> _Exercise objective_: Output each entry below as it stands, leaving out every picture.

[[ Data to process, beginning ]]

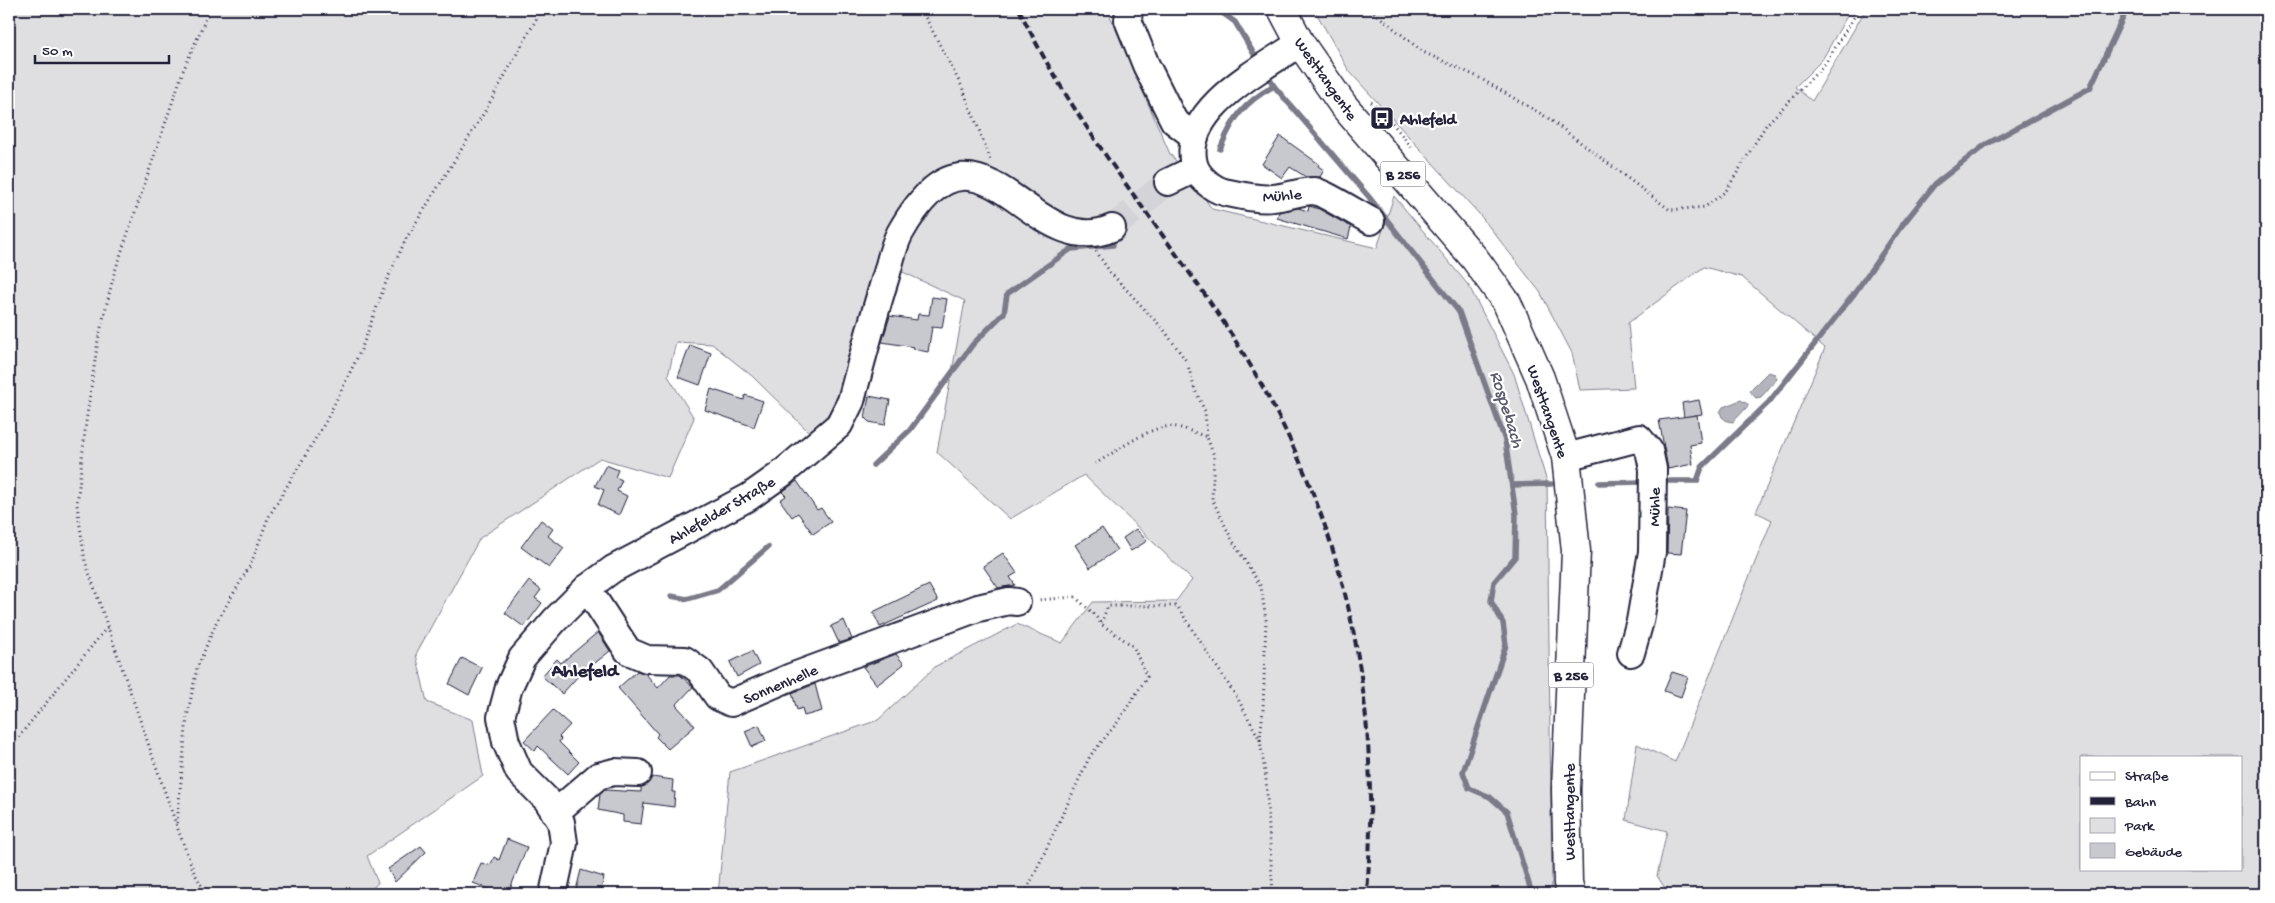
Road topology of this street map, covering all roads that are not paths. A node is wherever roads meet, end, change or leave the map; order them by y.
1 (1129, 9) edge
2 (1282, 9) edge
3 (1300, 42) junction
4 (1195, 137) junction
5 (1195, 169) junction
6 (1168, 182) tunnel mouth
7 (1371, 221) dead end
8 (1112, 228) tunnel mouth
9 (1566, 456) junction
10 (587, 588) junction
11 (1017, 602) road end
12 (1632, 653) dead end
13 (638, 774) dead end
14 (555, 813) junction
15 (553, 894) edge
16 (1570, 894) edge

1 - 4 street
2 - 3 main road, Westtangente / B 256
3 - 4 street
3 - 9 main road, Westtangente / B 256
4 - 5 street
5 - 6 street
5 - 7 street, Mühle
8 - 10 street, Ahlefelder Straße
9 - 12 street, Mühle
9 - 16 main road, Westtangente / B 256
10 - 11 street, Sonnenhelle
10 - 14 street, Ahlefelder Straße
13 - 14 street
14 - 15 street, Ahlefelder Straße

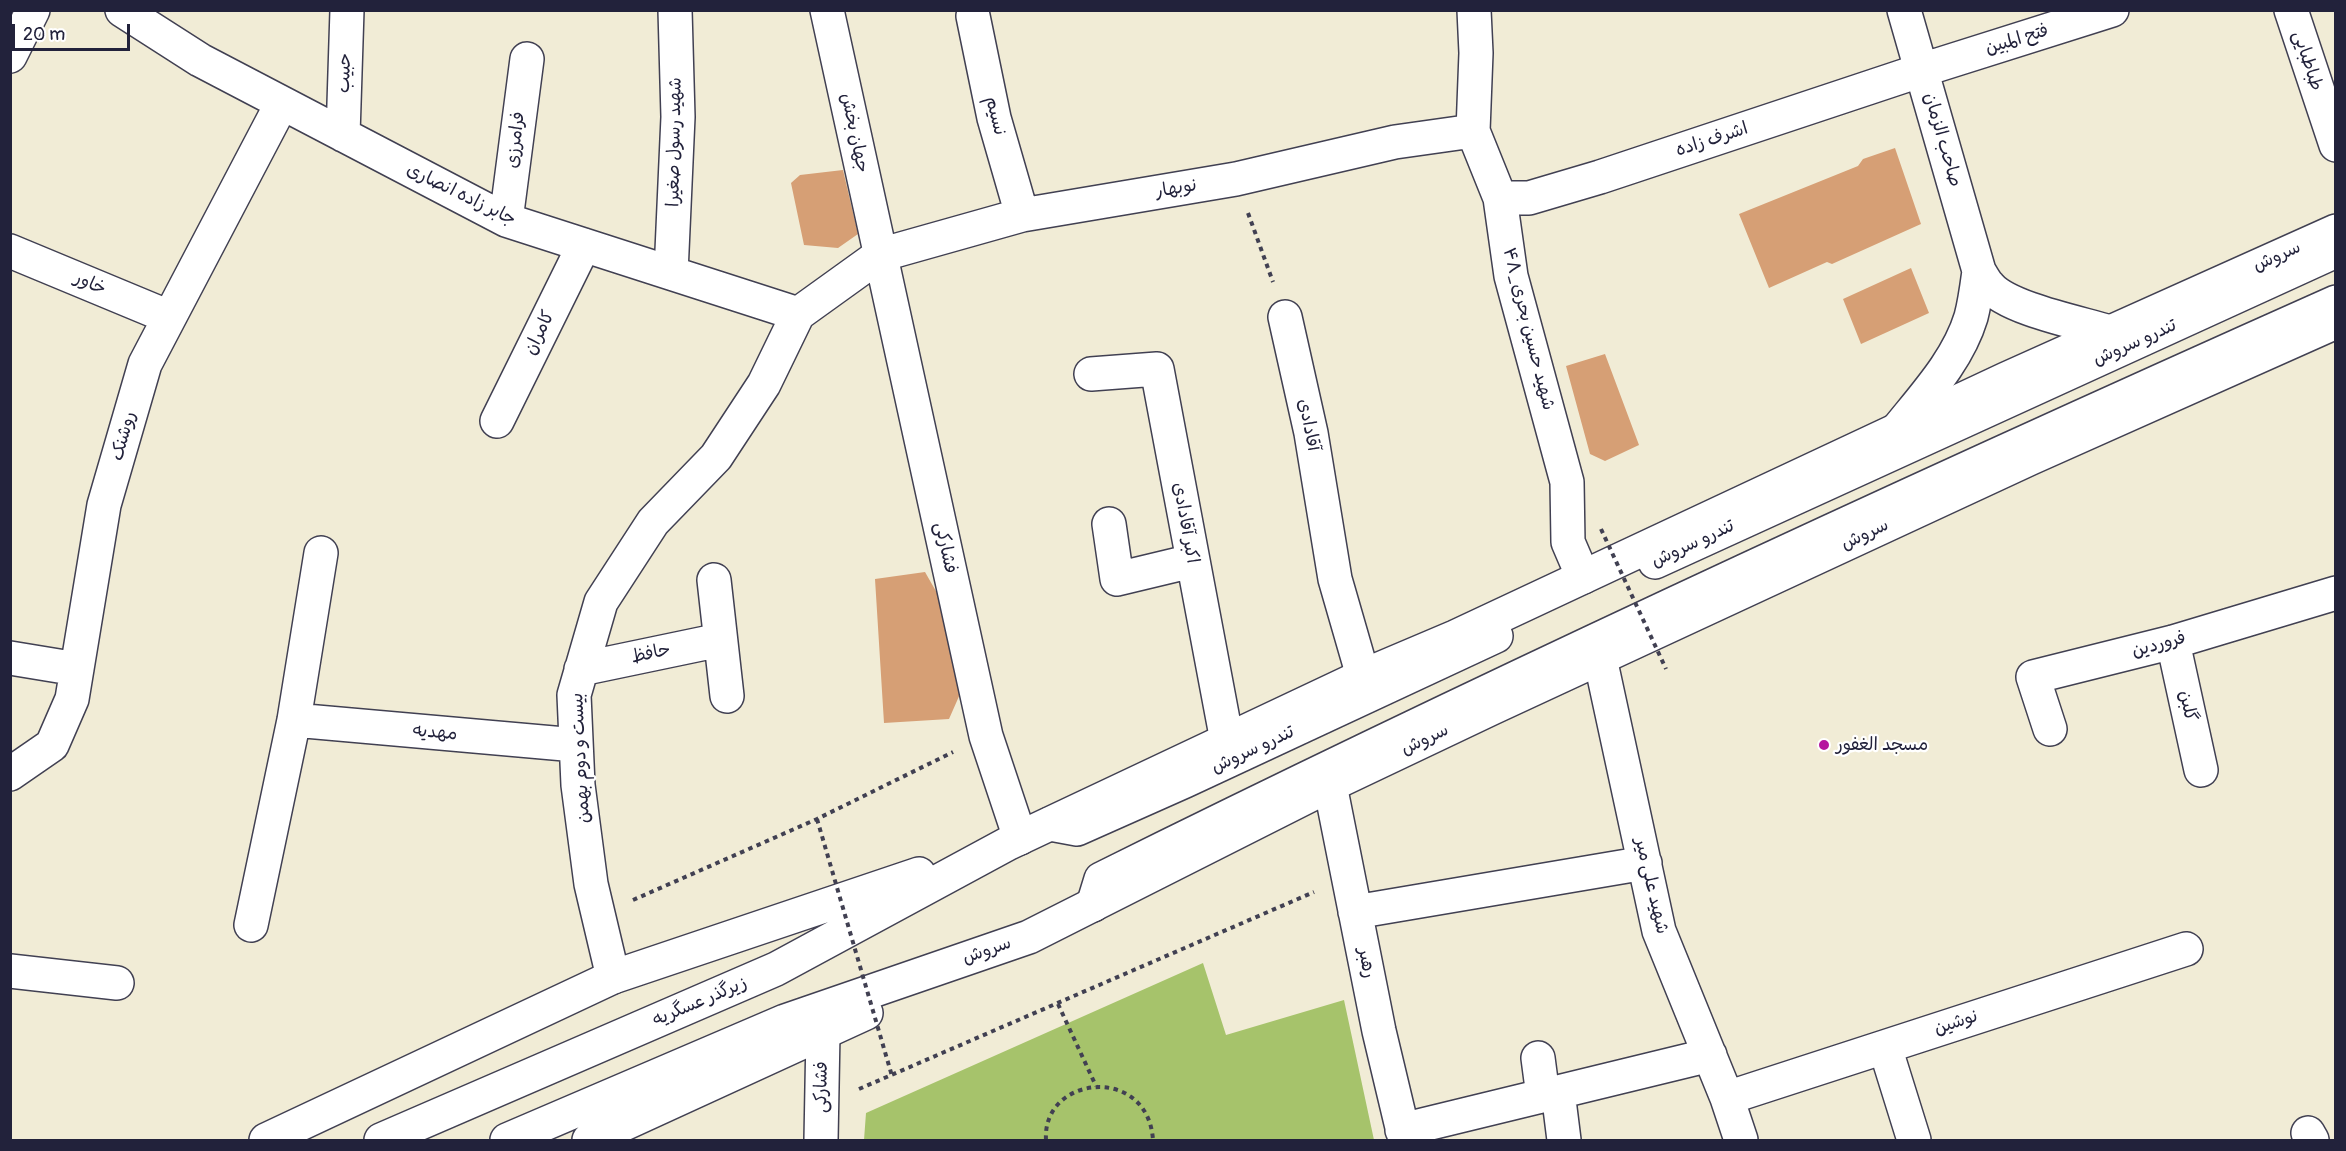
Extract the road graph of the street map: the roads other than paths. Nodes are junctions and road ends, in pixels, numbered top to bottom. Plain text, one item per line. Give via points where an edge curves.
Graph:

[[ Data to process, end ]]

> _Written reply_:
Road topology of this street map, covering all roads that are not paths. A node is wherever roads meet, end, change or leave the map; order them by y.
1 (1129, 9) edge
2 (1282, 9) edge
3 (1300, 42) junction
4 (1195, 137) junction
5 (1195, 169) junction
6 (1168, 182) tunnel mouth
7 (1371, 221) dead end
8 (1112, 228) tunnel mouth
9 (1566, 456) junction
10 (587, 588) junction
11 (1017, 602) road end
12 (1632, 653) dead end
13 (638, 774) dead end
14 (555, 813) junction
15 (553, 894) edge
16 (1570, 894) edge

1 - 4 street
2 - 3 main road, Westtangente / B 256
3 - 4 street
3 - 9 main road, Westtangente / B 256
4 - 5 street
5 - 6 street
5 - 7 street, Mühle
8 - 10 street, Ahlefelder Straße
9 - 12 street, Mühle
9 - 16 main road, Westtangente / B 256
10 - 11 street, Sonnenhelle
10 - 14 street, Ahlefelder Straße
13 - 14 street
14 - 15 street, Ahlefelder Straße

Extract the road graph of the street map: the roads other than paths. Nodes are junctions and road ends, in pixels, numbered top to bottom. Plain text, one item per line. Give via points where an edge curves.
Graph:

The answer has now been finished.